*Problem statement*:
Only the lines that hold "Amazon" should be in the answer, each copied from the data below.

*Given information*:
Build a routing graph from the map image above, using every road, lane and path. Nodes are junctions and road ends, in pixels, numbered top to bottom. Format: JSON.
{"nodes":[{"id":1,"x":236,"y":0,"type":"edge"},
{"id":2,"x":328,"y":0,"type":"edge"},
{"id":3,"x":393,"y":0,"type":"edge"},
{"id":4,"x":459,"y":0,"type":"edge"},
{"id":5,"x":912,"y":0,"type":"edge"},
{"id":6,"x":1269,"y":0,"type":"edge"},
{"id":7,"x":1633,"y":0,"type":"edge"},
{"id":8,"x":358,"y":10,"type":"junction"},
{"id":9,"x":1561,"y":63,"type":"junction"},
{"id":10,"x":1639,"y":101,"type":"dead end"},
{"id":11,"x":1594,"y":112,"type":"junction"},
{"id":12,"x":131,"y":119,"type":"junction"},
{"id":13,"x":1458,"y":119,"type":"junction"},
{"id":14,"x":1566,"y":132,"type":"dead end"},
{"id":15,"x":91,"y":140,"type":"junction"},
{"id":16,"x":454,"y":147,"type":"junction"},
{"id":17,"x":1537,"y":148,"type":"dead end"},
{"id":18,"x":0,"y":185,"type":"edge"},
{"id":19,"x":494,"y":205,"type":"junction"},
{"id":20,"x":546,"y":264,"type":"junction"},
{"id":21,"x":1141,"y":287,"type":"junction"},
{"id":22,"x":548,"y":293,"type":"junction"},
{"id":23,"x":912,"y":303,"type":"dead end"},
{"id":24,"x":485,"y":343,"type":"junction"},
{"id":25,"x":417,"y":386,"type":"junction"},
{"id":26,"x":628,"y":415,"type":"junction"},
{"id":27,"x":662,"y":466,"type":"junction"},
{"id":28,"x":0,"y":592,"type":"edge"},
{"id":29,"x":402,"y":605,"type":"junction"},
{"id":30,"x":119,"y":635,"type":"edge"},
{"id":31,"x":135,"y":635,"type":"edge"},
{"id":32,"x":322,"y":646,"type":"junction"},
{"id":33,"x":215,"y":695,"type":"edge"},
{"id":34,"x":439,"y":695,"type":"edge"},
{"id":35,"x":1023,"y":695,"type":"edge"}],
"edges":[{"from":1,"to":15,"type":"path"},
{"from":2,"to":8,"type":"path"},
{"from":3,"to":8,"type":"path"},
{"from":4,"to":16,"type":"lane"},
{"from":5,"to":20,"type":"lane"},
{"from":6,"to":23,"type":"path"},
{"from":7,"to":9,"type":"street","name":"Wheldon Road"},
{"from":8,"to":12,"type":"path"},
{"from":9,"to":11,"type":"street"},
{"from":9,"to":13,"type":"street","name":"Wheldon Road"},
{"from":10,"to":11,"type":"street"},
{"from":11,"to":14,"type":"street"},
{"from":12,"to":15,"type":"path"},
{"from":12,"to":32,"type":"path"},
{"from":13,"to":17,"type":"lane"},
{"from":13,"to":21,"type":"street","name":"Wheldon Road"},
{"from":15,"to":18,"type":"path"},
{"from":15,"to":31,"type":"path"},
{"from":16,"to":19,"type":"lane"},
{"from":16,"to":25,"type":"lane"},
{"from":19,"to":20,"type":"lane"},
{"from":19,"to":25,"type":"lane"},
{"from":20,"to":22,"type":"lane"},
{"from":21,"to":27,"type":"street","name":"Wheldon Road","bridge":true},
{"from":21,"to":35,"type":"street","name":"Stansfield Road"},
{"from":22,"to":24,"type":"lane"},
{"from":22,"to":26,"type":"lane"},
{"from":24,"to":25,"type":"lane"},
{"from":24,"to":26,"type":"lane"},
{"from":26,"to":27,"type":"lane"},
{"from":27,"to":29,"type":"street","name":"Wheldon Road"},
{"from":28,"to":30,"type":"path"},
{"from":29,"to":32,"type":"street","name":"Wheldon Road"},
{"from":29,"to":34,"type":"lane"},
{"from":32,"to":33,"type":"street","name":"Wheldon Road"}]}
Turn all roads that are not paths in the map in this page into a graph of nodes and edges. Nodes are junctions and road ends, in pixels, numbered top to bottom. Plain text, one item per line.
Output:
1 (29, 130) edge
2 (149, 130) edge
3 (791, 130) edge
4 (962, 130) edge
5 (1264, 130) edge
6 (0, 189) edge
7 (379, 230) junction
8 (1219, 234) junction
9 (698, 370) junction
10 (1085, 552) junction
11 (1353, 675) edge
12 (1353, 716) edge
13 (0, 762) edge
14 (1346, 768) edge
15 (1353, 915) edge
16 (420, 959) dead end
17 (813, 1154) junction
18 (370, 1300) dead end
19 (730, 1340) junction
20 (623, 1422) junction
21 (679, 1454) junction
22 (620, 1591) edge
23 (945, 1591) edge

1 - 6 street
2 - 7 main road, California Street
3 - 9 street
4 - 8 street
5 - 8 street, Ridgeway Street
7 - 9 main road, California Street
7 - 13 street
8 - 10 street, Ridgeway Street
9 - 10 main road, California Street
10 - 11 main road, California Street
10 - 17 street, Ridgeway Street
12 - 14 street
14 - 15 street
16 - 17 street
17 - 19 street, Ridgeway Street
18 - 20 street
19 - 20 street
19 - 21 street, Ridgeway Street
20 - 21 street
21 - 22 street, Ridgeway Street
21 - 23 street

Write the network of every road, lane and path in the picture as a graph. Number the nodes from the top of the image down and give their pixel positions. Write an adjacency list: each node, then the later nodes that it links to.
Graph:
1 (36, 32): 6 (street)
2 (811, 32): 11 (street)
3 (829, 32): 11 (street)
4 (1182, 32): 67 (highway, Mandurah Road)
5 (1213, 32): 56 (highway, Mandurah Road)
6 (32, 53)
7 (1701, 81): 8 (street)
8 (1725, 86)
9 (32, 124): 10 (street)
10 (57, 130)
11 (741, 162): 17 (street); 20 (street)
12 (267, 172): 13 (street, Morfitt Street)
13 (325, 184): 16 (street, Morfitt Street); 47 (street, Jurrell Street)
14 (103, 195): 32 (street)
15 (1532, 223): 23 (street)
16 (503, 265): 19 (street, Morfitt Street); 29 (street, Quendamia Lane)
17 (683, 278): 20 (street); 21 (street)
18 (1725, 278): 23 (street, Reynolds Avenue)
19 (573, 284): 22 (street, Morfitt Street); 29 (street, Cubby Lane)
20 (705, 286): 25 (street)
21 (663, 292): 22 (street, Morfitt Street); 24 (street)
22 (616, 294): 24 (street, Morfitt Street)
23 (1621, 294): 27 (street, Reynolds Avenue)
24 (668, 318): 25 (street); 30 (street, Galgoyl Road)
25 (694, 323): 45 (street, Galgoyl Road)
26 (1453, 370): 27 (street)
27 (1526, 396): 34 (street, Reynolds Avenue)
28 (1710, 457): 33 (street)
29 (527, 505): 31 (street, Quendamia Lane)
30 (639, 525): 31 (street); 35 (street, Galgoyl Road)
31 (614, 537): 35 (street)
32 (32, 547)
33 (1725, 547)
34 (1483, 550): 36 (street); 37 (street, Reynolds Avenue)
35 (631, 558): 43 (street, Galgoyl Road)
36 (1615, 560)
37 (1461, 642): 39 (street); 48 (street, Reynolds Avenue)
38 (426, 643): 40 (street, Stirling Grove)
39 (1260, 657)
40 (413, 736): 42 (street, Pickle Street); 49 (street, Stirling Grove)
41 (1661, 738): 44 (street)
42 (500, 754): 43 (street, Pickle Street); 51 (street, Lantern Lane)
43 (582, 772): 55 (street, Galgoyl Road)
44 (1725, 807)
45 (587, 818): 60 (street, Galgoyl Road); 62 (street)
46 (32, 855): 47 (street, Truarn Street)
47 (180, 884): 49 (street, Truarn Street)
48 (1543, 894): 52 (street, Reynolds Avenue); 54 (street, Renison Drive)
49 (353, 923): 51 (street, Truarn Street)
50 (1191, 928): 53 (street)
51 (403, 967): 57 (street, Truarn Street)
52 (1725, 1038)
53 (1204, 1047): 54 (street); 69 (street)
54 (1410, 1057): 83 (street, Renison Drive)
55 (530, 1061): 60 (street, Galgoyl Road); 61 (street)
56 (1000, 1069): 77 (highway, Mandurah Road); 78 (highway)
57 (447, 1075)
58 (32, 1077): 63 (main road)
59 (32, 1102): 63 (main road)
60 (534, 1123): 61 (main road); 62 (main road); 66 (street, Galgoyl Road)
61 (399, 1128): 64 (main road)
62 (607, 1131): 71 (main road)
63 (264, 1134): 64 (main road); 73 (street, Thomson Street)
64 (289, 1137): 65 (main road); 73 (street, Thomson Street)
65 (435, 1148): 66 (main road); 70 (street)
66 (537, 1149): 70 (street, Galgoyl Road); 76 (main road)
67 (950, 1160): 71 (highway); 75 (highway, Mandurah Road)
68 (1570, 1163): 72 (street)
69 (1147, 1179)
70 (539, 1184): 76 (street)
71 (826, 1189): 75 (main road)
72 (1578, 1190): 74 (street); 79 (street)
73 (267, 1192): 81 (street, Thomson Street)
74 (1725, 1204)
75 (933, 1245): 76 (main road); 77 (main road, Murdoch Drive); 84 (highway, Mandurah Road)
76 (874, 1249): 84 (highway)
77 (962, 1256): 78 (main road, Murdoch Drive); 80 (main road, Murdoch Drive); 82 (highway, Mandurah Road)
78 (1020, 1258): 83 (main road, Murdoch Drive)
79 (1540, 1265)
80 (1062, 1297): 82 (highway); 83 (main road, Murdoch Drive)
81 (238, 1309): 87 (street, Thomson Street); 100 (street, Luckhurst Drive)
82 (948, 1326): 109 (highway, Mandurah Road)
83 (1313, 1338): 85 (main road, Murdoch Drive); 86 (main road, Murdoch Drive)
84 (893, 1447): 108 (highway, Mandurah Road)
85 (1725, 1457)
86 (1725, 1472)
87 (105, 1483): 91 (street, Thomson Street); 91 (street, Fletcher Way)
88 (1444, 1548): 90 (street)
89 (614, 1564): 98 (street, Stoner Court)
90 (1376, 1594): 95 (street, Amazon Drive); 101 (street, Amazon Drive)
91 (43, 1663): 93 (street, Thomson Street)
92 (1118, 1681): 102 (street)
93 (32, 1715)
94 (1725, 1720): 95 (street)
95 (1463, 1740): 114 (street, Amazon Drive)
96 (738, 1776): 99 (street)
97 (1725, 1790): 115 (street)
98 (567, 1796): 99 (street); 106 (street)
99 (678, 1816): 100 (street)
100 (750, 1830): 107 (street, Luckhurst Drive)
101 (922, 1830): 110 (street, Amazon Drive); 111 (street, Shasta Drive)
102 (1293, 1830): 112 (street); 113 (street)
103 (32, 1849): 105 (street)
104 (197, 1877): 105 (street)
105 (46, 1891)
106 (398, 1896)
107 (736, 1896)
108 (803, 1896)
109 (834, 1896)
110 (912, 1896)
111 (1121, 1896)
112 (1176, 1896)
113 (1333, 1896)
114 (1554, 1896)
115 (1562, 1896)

*Answer space*:
90 (1376, 1594): 95 (street, Amazon Drive); 101 (street, Amazon Drive)
95 (1463, 1740): 114 (street, Amazon Drive)
101 (922, 1830): 110 (street, Amazon Drive); 111 (street, Shasta Drive)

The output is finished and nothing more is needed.